Thursday, December 23, 2010

Moderate White Supremacy

Haley Barbour has come under some fire for some comments--old and new--about race, the Citizens Council, and the Civil Rights movement. The most problematic of his recent statements was a suggestion that the Citizens Council movement was primarily targeted against the KKK, and helped maintain racial peace in Yazoo, Mississippi.[1]
You heard of the Citizens Councils? Up north they think it was like the KKK. Where I come from it was an organization of town leaders. In Yazoo City they passed a resolution that said anybody who started a chapter of the Klan would get their ass run out of town. If you had a job, you’d lose it. If you had a store, they’d see nobody shopped there. We didn’t have a problem with the Klan in Yazoo City.
Now it's true that the Citizens Councils didn't like the KKK, and they did organize against them.
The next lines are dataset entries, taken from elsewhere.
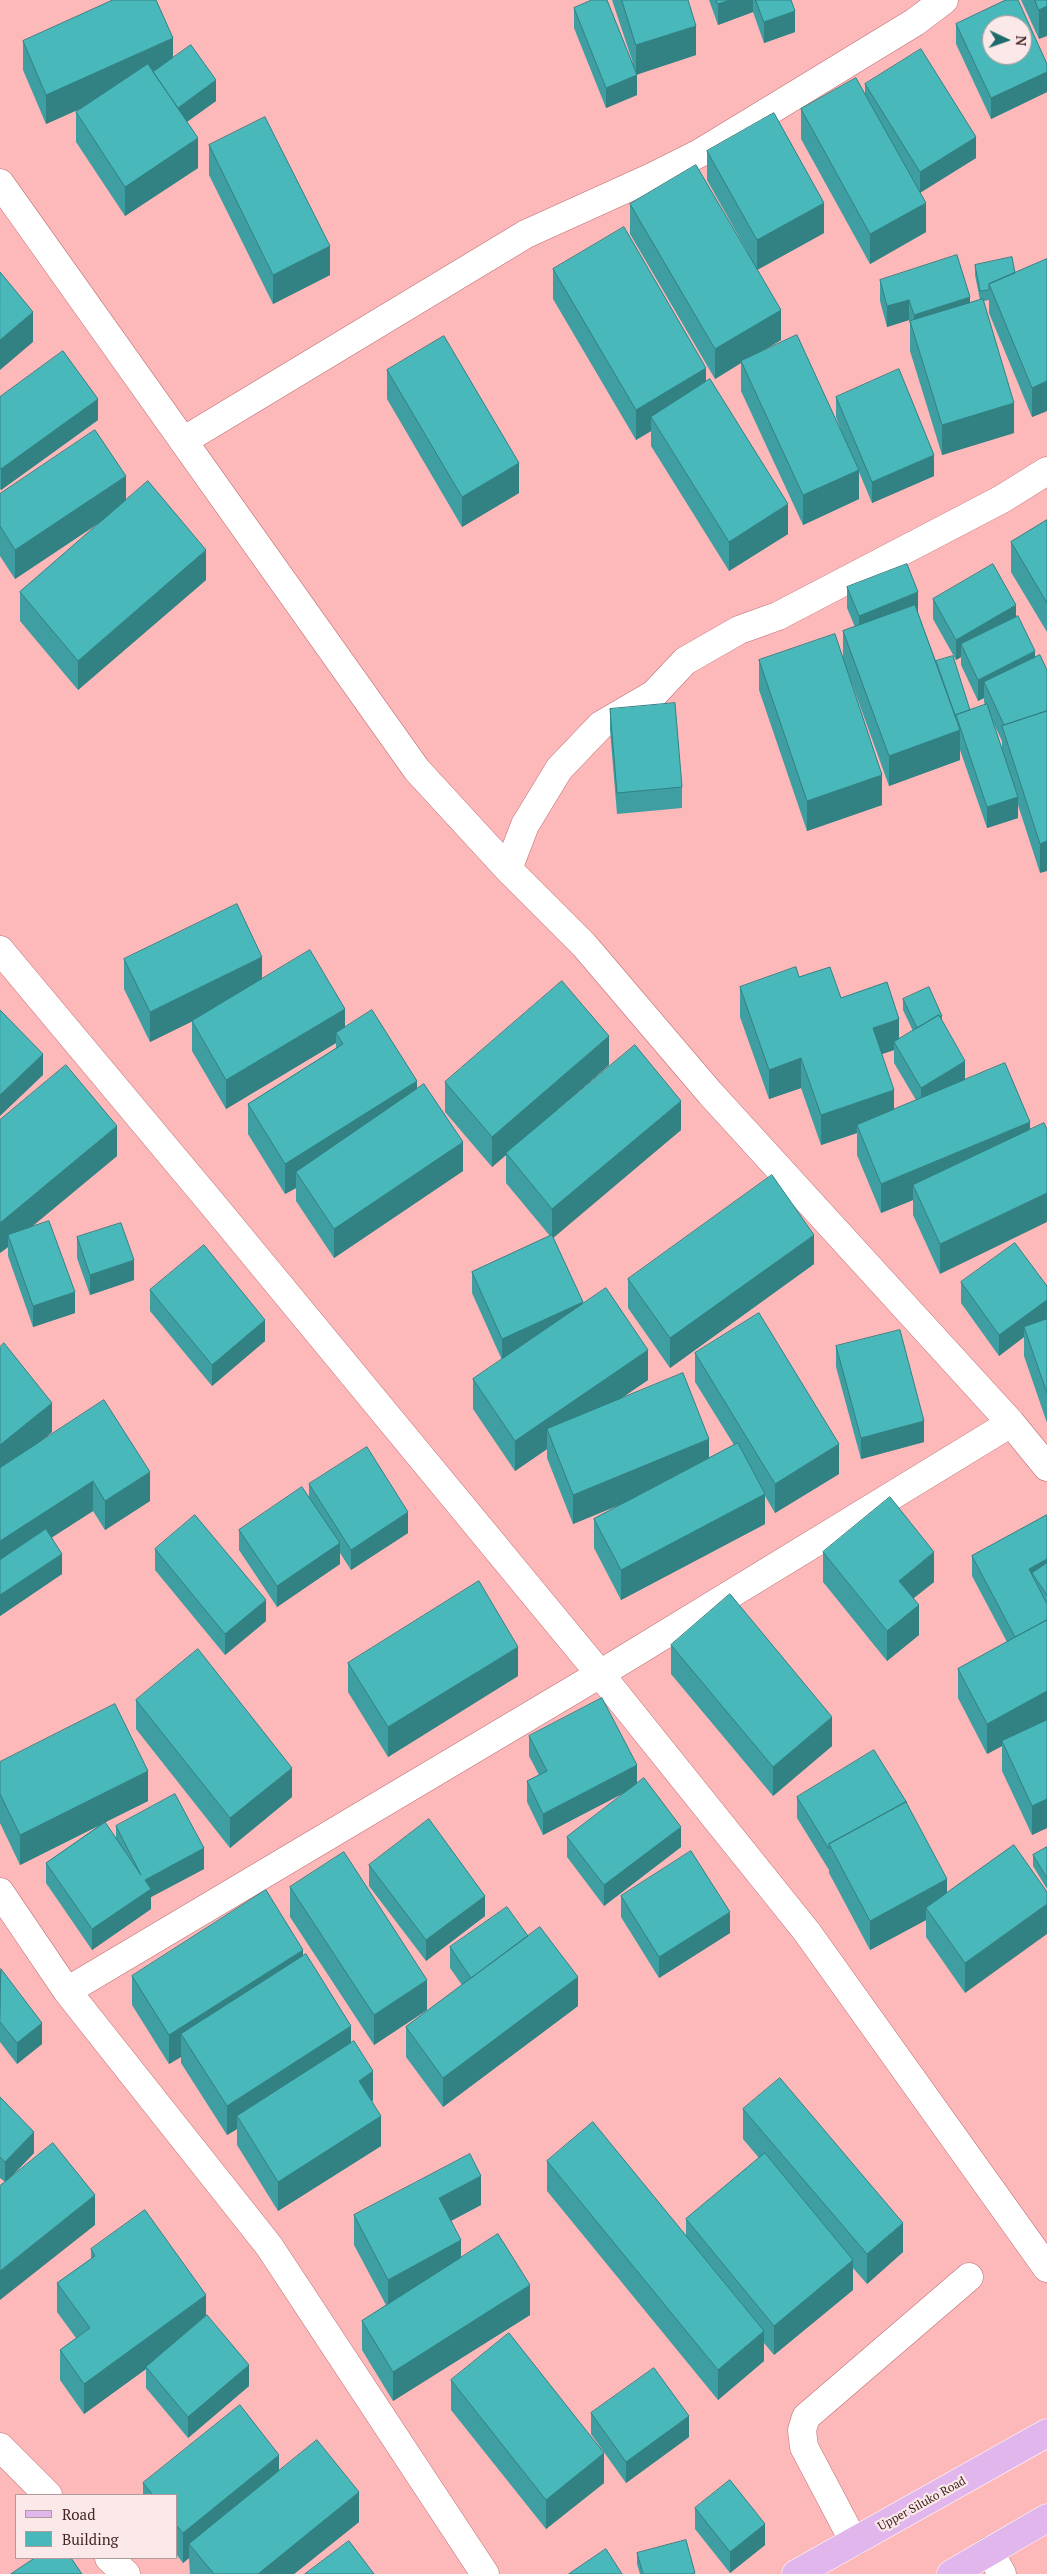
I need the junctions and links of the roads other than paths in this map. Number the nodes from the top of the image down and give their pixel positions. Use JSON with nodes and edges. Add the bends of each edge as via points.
{"nodes":[{"id":1,"x":944,"y":0,"type":"edge"},
{"id":2,"x":0,"y":183,"type":"edge"},
{"id":3,"x":183,"y":441,"type":"junction"},
{"id":4,"x":1047,"y":471,"type":"edge"},
{"id":5,"x":508,"y":870,"type":"junction"},
{"id":6,"x":0,"y":950,"type":"edge"},
{"id":7,"x":1011,"y":1423,"type":"junction"},
{"id":8,"x":1047,"y":1468,"type":"edge"},
{"id":9,"x":600,"y":1674,"type":"junction"},
{"id":10,"x":0,"y":1892,"type":"edge"},
{"id":11,"x":67,"y":1991,"type":"junction"},
{"id":12,"x":1047,"y":2268,"type":"edge"},
{"id":13,"x":969,"y":2277,"type":"dead end"},
{"id":14,"x":1047,"y":2433,"type":"edge"},
{"id":15,"x":0,"y":2447,"type":"edge"},
{"id":16,"x":47,"y":2494,"type":"edge"},
{"id":17,"x":1047,"y":2518,"type":"edge"},
{"id":18,"x":854,"y":2542,"type":"junction"},
{"id":19,"x":111,"y":2559,"type":"edge"},
{"id":20,"x":996,"y":2563,"type":"edge"},
{"id":21,"x":126,"y":2574,"type":"edge"},
{"id":22,"x":485,"y":2574,"type":"edge"},
{"id":23,"x":796,"y":2574,"type":"edge"},
{"id":24,"x":951,"y":2574,"type":"edge"}],
"edges":[{"from":1,"to":3,"type":"street","via":[[915,22],[700,152],[635,186],[526,234]]},
{"from":2,"to":3,"type":"street"},
{"from":3,"to":5,"type":"street","via":[[417,770]]},
{"from":4,"to":5,"type":"street","via":[[1002,499],[778,616],[739,630],[685,661],[654,694],[601,725],[559,769],[525,825]]},
{"from":5,"to":7,"type":"street","via":[[584,945],[710,1093]]},
{"from":6,"to":9,"type":"street"},
{"from":7,"to":8,"type":"street"},
{"from":7,"to":9,"type":"street"},
{"from":9,"to":11,"type":"street"},
{"from":9,"to":12,"type":"street","via":[[807,1932]]},
{"from":10,"to":11,"type":"street"},
{"from":11,"to":22,"type":"street","via":[[270,2246]]},
{"from":13,"to":18,"type":"street","via":[[806,2417],[802,2430],[804,2447]]},
{"from":14,"to":18,"type":"main road","name":"Upper Siluko Road"},
{"from":15,"to":16,"type":"street"},
{"from":17,"to":20,"type":"main road"},
{"from":18,"to":23,"type":"main road","name":"Upper Siluko Road"},
{"from":19,"to":21,"type":"street"},
{"from":20,"to":24,"type":"main road"}]}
But the bulk of their activities were organized against the NAACP and other organizations that they saw as interfering in the noble southern traditions of apartheid and anxious assertions of racial supremacy. And all of their activities were aimed at preserving white supremacy, both in law and in community belief. Whereas Barbour sees them only fighting the Klan, and ignores them trying to keep the white community's boot on the neck of blacks, Matthew Yglesias has a more revealing take:
In Mississippi in the 1950s and 60s most white people were white supremacists. And within the large and powerful white supremacist community, there was a split between more moderate and more radical factions. The moderates pursued a strategy of economic coercion and the radicals pursued a strategy of violence. There was also a small minority of white proponents of racial equality. In Barbour’s home town of Yazoo City, Mississippi the moderate faction of white supremacists had the upper hand. And Barbour thinks the strength of moderate white supremacists helped create a beneficial political atmosphere in his hometown.
Hell we could call this triangulation, but really it's the classic strategy for those who want to achieve/maintain desired policies in an inhospitable climate. It is the same strategy employed by racial egalitarians in the Civil War/Reconstruction period, who sought to separate out a sphere of social equality from the spheres of political and civic equality. They recognized that they could only make gains in the latter if they forswore equality in the former.
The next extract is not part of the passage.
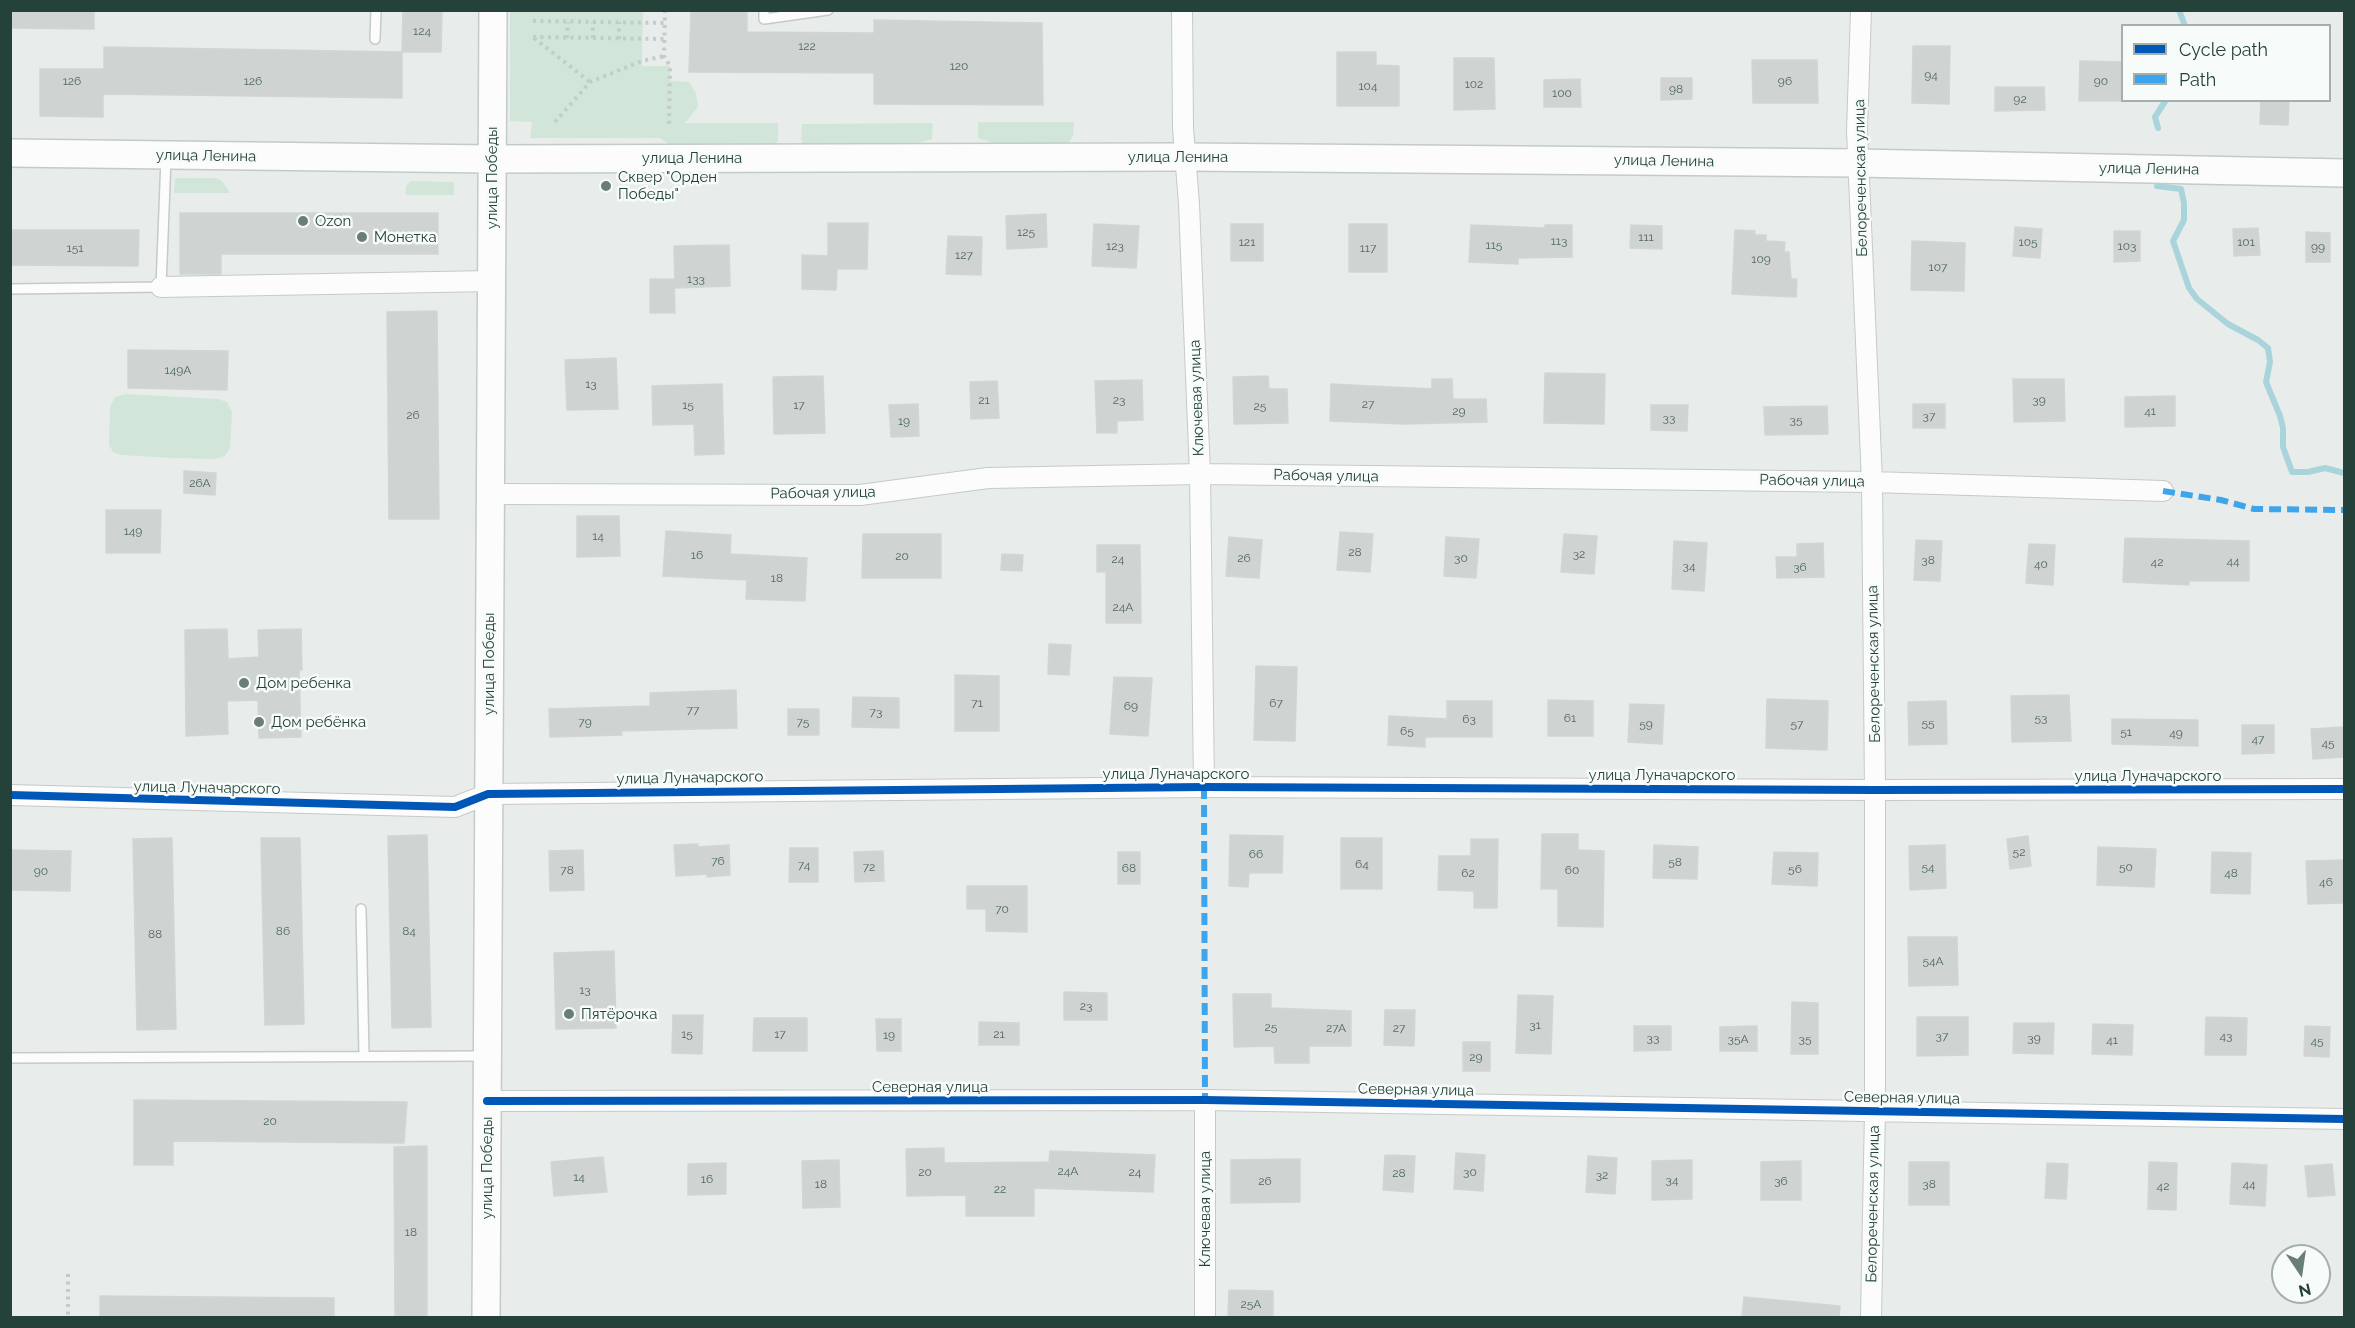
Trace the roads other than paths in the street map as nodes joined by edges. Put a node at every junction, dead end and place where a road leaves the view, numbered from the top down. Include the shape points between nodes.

From a 1965 NY Times article, a nice taste of this divide between moderates and extremists.
Mississippi Governor Paul Johnson made his strongest public statement against racial extremism, during an introductory speech for Senator James O. Eastland, who recently has been accussed by ultra-conservatives of 'going soft' on segregation. Referring to racial extremists, Governor Johnson said 'We're not going to be the pushing boy for that element ever again. We were not only the architects but helped build the dog house we now find ourselves in.'... Johnson, who won election on an uncompromising racist platform, asserted he would continue to fight for segregation, but through legal channels. 'Rather than accept the interpretation of laws by some bureaucrats,' he said, 'we prefer to go to the courts for their interpretation.'
I especially love that Johnson both ran on an uncompromising racist platform and still is able to refer to extremists as "that element." While the center of gravity has moved rightward on a whole series of issues, it has definitely moved to the liberal position on matters of race. 



[1] His watermelon comment is probably the most offensive in one way, but it's also weirdly ambiguous. On the one hand it is a classic racist trope. It was said, however, as a somewhat jocular warning to an aide who persisted in using racist language during an 1982 election campaign. It's possible that what upset Barbour about his aide's comments were that they were overheard. Of course, his own comments were also reported. Racist language and sentiment are a deeply ingrained part of the social and political discourse in many areas and communities of the country, south and non-south. Much of this is tied to actual policy positions, in the sense of not just believing blacks inferior and undesirable but in the belief that government and private power should be employed to sustain and strengthen white supremacy. But not all of it, and possibly not even most of it. Barbour's comments have always struck me as the latter: racist language, possibly reflecting underlying racist beliefs, but constrained by a belief in a citizenship regime that does not actively discriminate or sustain racial hierarchies. I felt similarly when Harry Reid's 'negro' comment came out. Certainly doesn't excuse it, and one should hold public officials especially to a standard in which the power of language and the reality of racism in government and society are recognized. But different than Trent Lott's comments that the country would have been better off had Strom Thurmond been elected President in 1948, which are really hard to understand except as an endorsement of public and private power being deployed to maintain white supremacy. Also, the fact that Barbour, in trying to upbraid an aide for racist language, couldn't help himself but to get in a racist joke, seems sufficiently sophomoric to raise broader questions about his judgment. But sophomoric has definitely been his M.O. throughout his career, and probably explains some of his electoral appeal.